- **EXERCISE**: Count how many lines below include the word "HILL". Answer with a number only.

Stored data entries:
+-------+

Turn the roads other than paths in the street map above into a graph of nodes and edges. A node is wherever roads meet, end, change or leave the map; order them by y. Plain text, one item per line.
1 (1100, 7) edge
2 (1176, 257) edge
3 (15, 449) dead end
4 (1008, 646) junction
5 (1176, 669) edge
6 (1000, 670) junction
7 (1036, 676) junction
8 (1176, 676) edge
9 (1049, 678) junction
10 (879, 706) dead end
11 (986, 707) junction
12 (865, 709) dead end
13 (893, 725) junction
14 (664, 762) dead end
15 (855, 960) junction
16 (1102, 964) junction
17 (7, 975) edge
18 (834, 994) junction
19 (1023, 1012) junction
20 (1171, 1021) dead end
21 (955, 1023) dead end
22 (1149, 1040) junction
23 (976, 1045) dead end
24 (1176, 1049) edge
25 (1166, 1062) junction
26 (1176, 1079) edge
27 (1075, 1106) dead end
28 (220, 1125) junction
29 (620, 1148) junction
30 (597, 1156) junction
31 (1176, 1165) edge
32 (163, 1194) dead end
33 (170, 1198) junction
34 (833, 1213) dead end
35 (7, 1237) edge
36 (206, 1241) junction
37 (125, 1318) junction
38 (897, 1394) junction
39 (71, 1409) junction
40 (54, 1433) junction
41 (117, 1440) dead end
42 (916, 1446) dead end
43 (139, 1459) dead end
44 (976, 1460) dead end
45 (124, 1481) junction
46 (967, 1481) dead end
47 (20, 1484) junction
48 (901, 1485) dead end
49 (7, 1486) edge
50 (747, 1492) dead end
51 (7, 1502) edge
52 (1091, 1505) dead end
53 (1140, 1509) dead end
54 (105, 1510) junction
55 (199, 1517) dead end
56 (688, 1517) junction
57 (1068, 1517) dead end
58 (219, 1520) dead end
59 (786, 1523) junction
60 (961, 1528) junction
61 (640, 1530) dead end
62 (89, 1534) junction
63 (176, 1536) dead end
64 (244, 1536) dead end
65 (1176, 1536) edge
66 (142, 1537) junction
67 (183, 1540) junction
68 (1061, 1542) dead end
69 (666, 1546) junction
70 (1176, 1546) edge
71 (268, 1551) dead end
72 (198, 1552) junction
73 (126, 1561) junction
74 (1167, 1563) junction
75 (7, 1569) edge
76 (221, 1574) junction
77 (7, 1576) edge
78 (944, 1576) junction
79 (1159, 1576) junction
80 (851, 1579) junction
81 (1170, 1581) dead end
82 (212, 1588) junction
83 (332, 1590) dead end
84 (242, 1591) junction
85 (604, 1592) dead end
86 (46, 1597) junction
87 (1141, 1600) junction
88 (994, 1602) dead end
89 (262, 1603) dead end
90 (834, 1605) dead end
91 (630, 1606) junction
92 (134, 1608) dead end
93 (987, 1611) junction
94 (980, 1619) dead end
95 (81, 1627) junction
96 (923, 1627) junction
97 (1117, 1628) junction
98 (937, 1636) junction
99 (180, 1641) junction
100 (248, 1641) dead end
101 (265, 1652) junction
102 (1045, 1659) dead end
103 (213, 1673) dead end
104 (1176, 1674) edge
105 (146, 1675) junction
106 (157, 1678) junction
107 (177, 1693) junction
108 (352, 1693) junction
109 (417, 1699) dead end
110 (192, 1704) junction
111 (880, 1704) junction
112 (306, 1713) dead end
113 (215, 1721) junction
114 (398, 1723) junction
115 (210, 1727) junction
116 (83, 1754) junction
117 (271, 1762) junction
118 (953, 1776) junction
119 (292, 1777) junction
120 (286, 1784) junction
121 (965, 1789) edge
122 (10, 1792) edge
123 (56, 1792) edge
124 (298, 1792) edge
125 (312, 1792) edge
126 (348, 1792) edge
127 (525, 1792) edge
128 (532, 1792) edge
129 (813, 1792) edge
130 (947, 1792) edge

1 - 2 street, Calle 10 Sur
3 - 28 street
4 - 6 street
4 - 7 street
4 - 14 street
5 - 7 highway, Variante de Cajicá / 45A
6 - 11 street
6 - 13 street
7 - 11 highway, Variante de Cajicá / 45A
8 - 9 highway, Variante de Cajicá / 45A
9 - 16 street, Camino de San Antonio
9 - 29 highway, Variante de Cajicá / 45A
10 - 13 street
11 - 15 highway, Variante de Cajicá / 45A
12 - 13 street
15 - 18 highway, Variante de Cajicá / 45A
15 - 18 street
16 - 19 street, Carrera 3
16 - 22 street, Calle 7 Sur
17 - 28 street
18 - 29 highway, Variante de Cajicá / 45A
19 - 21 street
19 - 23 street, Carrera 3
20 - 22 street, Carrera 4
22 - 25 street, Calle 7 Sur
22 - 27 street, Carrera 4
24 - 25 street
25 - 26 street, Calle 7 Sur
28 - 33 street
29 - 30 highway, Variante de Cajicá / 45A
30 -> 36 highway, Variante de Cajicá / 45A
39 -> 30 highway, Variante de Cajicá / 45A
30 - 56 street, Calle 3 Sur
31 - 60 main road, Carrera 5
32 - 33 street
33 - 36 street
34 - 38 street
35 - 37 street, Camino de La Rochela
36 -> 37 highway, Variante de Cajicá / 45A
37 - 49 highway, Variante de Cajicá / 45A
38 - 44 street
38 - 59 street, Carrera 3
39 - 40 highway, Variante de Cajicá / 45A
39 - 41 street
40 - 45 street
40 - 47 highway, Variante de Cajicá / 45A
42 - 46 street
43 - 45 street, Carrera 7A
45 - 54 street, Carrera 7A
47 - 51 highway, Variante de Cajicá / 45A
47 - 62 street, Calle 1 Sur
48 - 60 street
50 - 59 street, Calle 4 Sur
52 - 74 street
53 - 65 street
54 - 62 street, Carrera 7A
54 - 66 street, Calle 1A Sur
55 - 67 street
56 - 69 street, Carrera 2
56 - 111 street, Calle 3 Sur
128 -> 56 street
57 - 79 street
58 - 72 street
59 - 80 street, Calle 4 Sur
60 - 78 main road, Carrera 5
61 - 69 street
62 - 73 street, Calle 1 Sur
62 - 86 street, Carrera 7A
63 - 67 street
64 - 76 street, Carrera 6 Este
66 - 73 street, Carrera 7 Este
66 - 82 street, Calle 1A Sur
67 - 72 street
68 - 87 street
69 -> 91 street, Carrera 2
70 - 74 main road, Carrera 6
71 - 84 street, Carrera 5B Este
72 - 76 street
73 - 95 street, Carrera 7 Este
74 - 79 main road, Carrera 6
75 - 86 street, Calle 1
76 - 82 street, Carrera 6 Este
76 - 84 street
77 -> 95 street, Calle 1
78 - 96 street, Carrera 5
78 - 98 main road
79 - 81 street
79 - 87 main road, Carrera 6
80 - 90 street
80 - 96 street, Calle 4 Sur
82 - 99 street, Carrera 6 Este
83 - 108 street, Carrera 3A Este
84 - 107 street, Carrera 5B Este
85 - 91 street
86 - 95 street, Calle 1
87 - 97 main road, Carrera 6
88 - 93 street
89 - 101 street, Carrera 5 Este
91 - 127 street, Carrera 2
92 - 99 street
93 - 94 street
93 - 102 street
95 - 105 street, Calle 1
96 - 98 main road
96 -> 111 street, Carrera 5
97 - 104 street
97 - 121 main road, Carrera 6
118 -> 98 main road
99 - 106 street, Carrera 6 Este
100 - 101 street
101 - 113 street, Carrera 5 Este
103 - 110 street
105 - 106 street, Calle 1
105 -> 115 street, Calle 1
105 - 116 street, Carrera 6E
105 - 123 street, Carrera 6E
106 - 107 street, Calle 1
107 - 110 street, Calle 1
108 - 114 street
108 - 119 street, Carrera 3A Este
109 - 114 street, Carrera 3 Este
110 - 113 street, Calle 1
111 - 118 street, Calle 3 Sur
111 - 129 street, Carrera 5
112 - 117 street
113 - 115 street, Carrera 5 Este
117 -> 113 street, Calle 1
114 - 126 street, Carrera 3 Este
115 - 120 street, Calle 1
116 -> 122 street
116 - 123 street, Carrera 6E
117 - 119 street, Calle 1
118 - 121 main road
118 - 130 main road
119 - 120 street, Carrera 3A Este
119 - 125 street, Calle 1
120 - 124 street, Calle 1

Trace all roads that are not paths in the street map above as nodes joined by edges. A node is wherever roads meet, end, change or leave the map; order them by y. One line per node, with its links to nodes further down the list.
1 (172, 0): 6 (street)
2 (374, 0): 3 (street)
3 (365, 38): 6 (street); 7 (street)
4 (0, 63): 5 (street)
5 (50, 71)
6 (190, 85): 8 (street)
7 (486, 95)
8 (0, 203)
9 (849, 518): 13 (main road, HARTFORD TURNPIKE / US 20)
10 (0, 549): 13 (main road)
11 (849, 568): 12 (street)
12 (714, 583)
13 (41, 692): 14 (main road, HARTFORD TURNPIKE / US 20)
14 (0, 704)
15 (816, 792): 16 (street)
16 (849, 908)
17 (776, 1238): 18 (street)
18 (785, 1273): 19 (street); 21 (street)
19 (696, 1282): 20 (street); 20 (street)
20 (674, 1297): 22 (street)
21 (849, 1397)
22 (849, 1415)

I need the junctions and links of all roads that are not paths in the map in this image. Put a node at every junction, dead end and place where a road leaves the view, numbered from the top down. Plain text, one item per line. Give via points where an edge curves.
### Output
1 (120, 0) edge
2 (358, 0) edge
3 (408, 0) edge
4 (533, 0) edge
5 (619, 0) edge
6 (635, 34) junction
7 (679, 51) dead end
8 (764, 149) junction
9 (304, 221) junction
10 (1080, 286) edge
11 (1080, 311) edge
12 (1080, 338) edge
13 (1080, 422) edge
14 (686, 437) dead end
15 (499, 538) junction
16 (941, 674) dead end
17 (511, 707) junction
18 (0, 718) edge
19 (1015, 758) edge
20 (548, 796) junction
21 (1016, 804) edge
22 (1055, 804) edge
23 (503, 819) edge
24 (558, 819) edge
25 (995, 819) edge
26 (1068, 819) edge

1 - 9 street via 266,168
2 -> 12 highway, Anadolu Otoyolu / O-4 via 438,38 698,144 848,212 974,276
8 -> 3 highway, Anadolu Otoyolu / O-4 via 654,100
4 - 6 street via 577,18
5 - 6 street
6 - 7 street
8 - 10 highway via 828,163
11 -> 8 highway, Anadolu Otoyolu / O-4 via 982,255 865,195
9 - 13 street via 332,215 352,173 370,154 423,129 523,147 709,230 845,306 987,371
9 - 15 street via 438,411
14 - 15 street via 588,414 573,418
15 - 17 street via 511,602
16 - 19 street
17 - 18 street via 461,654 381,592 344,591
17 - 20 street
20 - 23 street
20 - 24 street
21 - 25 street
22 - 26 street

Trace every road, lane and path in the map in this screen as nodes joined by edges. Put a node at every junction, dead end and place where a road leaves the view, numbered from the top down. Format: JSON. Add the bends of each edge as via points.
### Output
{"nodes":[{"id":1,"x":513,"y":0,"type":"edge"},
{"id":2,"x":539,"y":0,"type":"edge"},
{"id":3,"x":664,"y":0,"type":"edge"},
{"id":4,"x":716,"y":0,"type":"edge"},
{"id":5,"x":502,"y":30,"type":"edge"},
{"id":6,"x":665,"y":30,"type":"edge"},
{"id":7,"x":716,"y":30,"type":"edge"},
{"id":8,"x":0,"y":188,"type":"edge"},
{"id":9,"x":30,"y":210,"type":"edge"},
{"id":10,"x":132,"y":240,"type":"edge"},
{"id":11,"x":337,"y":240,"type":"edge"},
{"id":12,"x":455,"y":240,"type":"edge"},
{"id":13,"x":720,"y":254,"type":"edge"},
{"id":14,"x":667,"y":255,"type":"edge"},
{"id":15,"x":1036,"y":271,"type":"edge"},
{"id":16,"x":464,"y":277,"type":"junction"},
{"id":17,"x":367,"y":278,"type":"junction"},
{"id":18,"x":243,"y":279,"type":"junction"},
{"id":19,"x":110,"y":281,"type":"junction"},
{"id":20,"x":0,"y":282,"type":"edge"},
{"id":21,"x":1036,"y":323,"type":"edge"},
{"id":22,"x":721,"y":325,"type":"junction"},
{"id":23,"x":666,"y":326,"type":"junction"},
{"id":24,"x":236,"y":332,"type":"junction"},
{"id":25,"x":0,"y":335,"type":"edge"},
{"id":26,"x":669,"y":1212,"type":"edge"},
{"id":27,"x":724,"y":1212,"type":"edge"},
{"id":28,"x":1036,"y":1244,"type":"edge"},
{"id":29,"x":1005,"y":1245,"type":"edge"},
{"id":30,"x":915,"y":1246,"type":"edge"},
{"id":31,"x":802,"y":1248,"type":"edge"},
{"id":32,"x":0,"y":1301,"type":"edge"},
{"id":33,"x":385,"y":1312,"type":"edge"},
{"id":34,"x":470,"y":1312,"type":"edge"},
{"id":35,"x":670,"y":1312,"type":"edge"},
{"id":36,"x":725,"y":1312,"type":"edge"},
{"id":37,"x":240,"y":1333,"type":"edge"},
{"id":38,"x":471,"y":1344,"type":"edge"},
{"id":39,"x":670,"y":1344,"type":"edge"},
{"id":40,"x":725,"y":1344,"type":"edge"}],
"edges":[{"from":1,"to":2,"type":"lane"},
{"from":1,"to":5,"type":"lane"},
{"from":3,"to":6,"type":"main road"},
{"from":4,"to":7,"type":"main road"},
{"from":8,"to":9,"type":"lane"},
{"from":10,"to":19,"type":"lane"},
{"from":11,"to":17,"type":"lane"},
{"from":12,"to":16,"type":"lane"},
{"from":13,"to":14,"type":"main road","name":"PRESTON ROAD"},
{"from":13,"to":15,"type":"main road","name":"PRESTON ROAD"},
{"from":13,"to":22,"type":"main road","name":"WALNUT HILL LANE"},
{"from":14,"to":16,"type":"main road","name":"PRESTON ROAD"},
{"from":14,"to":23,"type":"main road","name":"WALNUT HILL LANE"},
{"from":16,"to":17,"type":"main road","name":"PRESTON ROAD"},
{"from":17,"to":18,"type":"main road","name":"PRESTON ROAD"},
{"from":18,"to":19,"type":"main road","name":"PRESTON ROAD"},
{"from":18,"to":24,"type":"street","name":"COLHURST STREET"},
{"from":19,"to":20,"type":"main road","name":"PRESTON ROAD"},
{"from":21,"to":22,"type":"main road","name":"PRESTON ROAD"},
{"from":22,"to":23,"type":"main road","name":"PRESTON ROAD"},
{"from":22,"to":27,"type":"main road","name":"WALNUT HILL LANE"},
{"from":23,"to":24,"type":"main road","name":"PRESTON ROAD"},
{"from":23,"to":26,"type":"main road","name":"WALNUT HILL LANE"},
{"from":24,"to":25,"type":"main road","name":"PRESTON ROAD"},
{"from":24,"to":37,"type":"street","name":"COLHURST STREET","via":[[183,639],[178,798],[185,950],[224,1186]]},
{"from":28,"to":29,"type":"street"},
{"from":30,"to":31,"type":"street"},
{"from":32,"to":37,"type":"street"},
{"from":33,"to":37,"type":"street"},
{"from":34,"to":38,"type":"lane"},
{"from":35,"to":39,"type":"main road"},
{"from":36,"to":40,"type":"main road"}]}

+-------+

- **RESPONSE AREA**: 4